*** Opening RAW DATA ***

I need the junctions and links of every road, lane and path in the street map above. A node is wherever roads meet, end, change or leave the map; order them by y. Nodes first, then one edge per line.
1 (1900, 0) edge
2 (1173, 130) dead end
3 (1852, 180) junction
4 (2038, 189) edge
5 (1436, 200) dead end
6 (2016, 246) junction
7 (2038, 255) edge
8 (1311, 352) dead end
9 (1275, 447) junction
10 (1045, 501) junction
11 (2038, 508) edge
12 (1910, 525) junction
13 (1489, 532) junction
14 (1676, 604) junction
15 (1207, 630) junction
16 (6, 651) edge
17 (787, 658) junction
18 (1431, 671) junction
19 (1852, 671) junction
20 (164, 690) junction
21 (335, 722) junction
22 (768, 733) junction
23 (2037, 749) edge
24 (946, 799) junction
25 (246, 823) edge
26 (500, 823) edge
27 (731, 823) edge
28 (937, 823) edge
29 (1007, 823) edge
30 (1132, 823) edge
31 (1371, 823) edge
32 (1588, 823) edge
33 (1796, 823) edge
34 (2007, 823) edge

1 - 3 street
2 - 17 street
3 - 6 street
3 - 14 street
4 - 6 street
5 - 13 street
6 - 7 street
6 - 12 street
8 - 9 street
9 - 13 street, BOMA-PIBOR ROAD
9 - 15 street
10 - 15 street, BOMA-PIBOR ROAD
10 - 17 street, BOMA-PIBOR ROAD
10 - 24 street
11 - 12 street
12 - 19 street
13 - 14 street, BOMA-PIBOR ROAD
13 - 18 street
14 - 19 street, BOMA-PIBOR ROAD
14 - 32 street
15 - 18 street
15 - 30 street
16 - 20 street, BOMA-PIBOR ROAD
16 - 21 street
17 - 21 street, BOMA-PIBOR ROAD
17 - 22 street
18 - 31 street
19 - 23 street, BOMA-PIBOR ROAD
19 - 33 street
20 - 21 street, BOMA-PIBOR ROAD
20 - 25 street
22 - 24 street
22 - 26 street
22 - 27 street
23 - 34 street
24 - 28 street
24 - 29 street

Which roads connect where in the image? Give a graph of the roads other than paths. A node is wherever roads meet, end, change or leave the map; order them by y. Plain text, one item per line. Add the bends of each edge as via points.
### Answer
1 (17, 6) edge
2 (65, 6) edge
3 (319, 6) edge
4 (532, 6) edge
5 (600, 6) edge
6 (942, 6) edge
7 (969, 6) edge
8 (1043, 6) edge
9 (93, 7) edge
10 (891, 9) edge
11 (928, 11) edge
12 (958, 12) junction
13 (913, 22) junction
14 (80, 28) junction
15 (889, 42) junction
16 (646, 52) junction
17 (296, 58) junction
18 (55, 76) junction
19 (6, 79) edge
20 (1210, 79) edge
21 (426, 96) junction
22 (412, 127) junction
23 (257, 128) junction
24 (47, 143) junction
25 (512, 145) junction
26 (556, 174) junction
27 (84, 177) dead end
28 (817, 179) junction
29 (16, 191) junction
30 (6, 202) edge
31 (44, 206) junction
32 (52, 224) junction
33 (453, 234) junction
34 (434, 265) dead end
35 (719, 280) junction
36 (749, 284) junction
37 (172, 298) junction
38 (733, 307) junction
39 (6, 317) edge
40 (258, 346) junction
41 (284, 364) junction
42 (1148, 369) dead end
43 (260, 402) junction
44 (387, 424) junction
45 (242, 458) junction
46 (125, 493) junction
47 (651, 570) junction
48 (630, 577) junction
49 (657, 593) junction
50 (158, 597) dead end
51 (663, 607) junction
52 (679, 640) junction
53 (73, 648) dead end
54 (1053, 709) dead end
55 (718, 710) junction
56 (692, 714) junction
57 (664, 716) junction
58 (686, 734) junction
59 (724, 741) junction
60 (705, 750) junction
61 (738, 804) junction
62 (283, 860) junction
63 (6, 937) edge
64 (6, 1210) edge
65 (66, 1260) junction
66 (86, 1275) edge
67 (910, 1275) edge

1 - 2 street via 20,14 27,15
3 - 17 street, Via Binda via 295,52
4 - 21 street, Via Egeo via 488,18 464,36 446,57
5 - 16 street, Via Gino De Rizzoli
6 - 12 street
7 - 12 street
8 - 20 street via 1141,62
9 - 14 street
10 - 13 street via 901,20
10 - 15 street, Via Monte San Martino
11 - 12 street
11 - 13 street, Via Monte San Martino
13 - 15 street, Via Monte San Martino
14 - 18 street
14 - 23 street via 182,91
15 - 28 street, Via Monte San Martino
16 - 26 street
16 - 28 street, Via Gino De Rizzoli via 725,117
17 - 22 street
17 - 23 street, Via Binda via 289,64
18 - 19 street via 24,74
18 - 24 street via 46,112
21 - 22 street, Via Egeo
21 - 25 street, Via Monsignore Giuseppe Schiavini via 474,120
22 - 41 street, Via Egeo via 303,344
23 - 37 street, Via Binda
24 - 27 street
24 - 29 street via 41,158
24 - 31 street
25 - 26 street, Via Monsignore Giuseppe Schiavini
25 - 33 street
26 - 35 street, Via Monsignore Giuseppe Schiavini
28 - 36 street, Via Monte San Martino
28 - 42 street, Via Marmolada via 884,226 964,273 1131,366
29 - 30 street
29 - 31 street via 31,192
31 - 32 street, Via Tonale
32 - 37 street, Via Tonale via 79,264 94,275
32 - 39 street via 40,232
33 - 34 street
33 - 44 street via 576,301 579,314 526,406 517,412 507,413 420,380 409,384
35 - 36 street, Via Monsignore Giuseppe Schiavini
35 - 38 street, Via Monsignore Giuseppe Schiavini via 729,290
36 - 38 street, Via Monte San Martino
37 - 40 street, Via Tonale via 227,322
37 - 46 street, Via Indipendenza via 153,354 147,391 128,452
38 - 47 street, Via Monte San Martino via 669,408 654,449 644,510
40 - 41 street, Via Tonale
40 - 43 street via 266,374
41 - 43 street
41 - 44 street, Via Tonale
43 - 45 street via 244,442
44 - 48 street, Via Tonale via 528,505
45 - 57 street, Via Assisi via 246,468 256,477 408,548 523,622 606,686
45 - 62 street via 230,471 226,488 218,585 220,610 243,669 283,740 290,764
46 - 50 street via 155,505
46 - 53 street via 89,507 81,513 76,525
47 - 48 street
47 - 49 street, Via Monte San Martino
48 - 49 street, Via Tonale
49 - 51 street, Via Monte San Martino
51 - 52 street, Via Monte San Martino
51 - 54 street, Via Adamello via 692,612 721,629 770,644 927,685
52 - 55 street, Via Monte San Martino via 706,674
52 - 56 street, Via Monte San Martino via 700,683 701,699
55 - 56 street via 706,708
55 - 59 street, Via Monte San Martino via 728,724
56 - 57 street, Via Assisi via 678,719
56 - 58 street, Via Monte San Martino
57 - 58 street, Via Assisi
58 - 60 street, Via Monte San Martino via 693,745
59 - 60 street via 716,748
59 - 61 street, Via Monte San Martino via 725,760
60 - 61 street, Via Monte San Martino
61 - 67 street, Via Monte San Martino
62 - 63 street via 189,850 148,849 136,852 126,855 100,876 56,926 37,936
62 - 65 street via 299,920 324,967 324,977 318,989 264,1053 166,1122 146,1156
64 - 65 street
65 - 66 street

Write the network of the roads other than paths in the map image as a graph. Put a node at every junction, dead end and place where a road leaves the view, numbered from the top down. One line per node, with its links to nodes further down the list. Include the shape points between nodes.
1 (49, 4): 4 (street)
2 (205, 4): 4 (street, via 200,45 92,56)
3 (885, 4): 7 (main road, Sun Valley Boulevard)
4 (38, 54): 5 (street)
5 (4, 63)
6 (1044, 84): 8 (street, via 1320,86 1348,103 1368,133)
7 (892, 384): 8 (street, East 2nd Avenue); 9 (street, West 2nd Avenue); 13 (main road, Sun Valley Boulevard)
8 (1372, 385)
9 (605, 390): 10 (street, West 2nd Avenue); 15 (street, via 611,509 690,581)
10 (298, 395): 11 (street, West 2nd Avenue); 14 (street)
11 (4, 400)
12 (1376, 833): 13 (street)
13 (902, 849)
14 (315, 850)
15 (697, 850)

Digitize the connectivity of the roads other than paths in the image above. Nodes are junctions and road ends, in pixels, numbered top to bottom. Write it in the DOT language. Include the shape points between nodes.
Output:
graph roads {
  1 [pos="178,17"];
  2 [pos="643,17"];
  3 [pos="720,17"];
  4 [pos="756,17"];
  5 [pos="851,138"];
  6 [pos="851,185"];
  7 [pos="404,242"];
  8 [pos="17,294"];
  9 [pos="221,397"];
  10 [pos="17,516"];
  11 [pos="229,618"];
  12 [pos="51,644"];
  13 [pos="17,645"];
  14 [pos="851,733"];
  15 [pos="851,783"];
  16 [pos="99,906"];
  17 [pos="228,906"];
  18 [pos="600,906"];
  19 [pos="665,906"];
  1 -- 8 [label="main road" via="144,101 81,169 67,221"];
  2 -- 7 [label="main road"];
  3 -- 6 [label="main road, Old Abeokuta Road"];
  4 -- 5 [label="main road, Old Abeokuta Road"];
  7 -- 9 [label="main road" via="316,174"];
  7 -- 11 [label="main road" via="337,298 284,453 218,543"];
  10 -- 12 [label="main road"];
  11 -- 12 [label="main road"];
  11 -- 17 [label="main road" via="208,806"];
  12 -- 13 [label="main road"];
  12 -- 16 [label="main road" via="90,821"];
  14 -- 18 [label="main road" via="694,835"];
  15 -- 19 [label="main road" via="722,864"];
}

*** Closing RAW DATA ***

> **WORK REQUEST**
The lines from the top of the data above down to the line containing "Which roads connect" are to be copied exactly; no other line should appear.

> **ANSWER AREA**
I need the junctions and links of every road, lane and path in the street map above. A node is wherever roads meet, end, change or leave the map; order them by y. Nodes first, then one edge per line.
1 (1900, 0) edge
2 (1173, 130) dead end
3 (1852, 180) junction
4 (2038, 189) edge
5 (1436, 200) dead end
6 (2016, 246) junction
7 (2038, 255) edge
8 (1311, 352) dead end
9 (1275, 447) junction
10 (1045, 501) junction
11 (2038, 508) edge
12 (1910, 525) junction
13 (1489, 532) junction
14 (1676, 604) junction
15 (1207, 630) junction
16 (6, 651) edge
17 (787, 658) junction
18 (1431, 671) junction
19 (1852, 671) junction
20 (164, 690) junction
21 (335, 722) junction
22 (768, 733) junction
23 (2037, 749) edge
24 (946, 799) junction
25 (246, 823) edge
26 (500, 823) edge
27 (731, 823) edge
28 (937, 823) edge
29 (1007, 823) edge
30 (1132, 823) edge
31 (1371, 823) edge
32 (1588, 823) edge
33 (1796, 823) edge
34 (2007, 823) edge

1 - 3 street
2 - 17 street
3 - 6 street
3 - 14 street
4 - 6 street
5 - 13 street
6 - 7 street
6 - 12 street
8 - 9 street
9 - 13 street, BOMA-PIBOR ROAD
9 - 15 street
10 - 15 street, BOMA-PIBOR ROAD
10 - 17 street, BOMA-PIBOR ROAD
10 - 24 street
11 - 12 street
12 - 19 street
13 - 14 street, BOMA-PIBOR ROAD
13 - 18 street
14 - 19 street, BOMA-PIBOR ROAD
14 - 32 street
15 - 18 street
15 - 30 street
16 - 20 street, BOMA-PIBOR ROAD
16 - 21 street
17 - 21 street, BOMA-PIBOR ROAD
17 - 22 street
18 - 31 street
19 - 23 street, BOMA-PIBOR ROAD
19 - 33 street
20 - 21 street, BOMA-PIBOR ROAD
20 - 25 street
22 - 24 street
22 - 26 street
22 - 27 street
23 - 34 street
24 - 28 street
24 - 29 street

Which roads connect where in the image? Give a graph of the roads other than paths. A node is wherever roads meet, end, change or leave the map; order them by y. Plain text, one item per line. Add the bends of each edge as via points.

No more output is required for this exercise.